The expression returns 1 if i is contained in the set [value1, value2, …, valuen]. Otherwise, 0 is returned. For example, 2 in [2, 4, 6] returns 1, and 3 in [2, 4, 6] returns 0.

Mathematical functions

Function

Description

max(a, b)

Returns the larger value between a and b.

min(a, b)

Returns the smaller value between a and b.

ln(a)

Returns the natural logarithm of a.

log2(a)

Returns the logarithm of a with a base of 2.

log10(a)

Returns the logarithm of a with a base of 10.

sin(a)

Returns the sine of a.

cos(a)

Returns the cosine of a.

tan(a)

Returns the tangent of a.

asin(a)

Returns the arcsine of a.

acos(a)

Returns the arccosine of a.

atan(a)

Returns the arctangent of a.

ceil(a)

Returns the smallest integer that is greater than or equal to a. For example, ceil(4.2) returns 5.

floor(a)

Returns the greatest integer that is smaller than or equal to a. For example, floor(4.6) returns 4.

sqrt(a)

Returns the square root of a. For example, sqrt(4) returns 2.

pow(a,b)

Returns the result of a raised to the power of b. For example, pow(2, 3) returns 8.

now()

Returns the number of seconds that have elapsed since 00:00:00 January 1, 1970 in Coordinated Universal Time (UTC).

random()

Returns a random value from 0 to 1.

Built-in feature functions

OpenSearch provides various Rough sort functions, such as the feature functions of the location-based service (LBS), text, and timeliness types. You can combine feature functions in sort expressions to perform complex relevance-based sorts.

Cava-based plug-in

Cava is an efficient programming language that is developed by the OpenSearch engine team based on the low-level virtual machine (LLVM) project. Cava uses the syntax similar to that of Java and can achieve equivalent performance as C++. Cava is an object-oriented programming language. It supports just-in-time (JIT) compilation and various security checks to ensure more robust programs. You can use Cava and the Cava libraries that are provided by OpenSearch to design a dedicated sort plug-in in OpenSearch. A Cava-based sort plug-in has the following benefits compared with the expressions that are supported by OpenSearch:

  • More diversified custom designs: Cava allows you to customize a sort plug-in by using more diversified syntax. For example, you can use for loops and define functions and classes based on your business requirements.

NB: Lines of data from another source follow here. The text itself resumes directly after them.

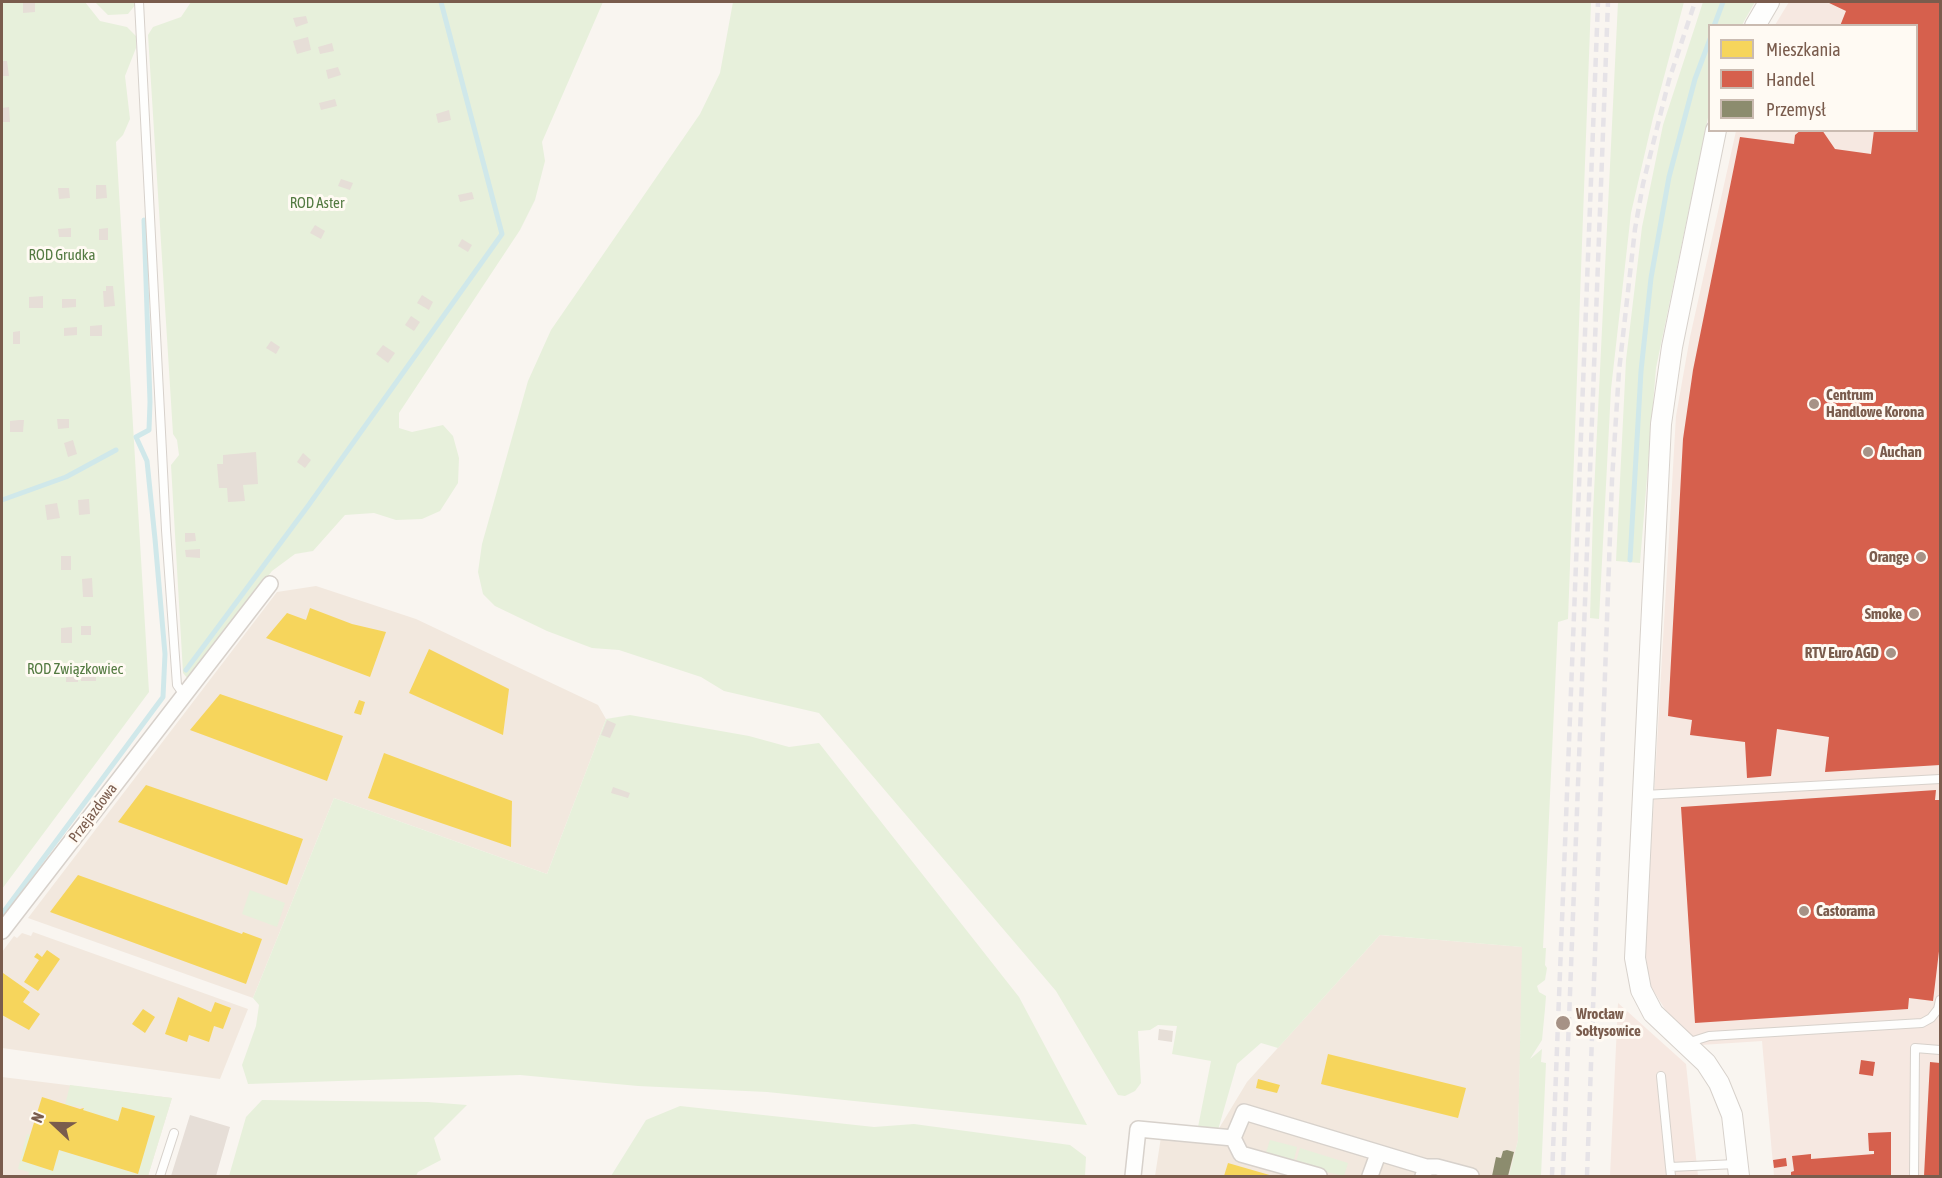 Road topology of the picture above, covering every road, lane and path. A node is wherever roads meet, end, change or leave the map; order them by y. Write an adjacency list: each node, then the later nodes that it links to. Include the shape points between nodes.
1 (139, 2): 6 (lane, via 166,530 177,685)
2 (1769, 2): 3 (street)
3 (1756, 24)
4 (1716, 132): 8 (street, via 1672,347 1661,424)
5 (270, 584): 6 (street, Przejazdowa)
6 (184, 695): 9 (street, Przejazdowa)
7 (1941, 779): 8 (lane)
8 (1642, 795): 11 (street, via 1636,970 1653,1013)
9 (2, 931)
10 (1941, 1000): 11 (lane, via 1931,1018 1922,1023 1709,1036)
11 (1686, 1043): 19 (street, via 1706,1064 1726,1099 1732,1115)
12 (1941, 1050): 26 (lane, via 1916,1048)
13 (1661, 1076): 17 (lane)
14 (174, 1133): 20 (lane)
15 (1233, 1138): 16 (street, via 1244,1112); 21 (street, via 1138,1129); 22 (street, via 1241,1154)
16 (1378, 1154): 18 (street); 23 (street)
17 (1670, 1167): 19 (lane); 25 (lane)
18 (1424, 1172): 24 (street, via 1437,1167)
19 (1738, 1172)
20 (160, 1176)
21 (1133, 1176)
22 (1319, 1176)
23 (1370, 1176)
24 (1471, 1176)
25 (1671, 1176)
26 (1914, 1176)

  • Easier to maintain: A Cava-based sort plug-in is more readable than expressions and easier to maintain.

  • Easier to learn: Cava uses the syntax similar to that of Java. If you are familiar with Java, you can understand and use Cava for development with ease. This reduces learning costs.

Note: Cava-based plug-ins can be used only in exclusive applications.

Procedure

The following example shows how to configure rough sort and fine sort polices by using a text relevance-based sort function:

1. Create a rough sort policy: Log on to the OpenSearch console. In the left-side navigation pane, choose Search Algorithm Center > Sort Configuration. On the Policy Management page, click Create. On the Create Policy page, enter the value for Policy Name, and set the Scope parameter to Rough Sort and the Type parameter to Expression. Then, click Next.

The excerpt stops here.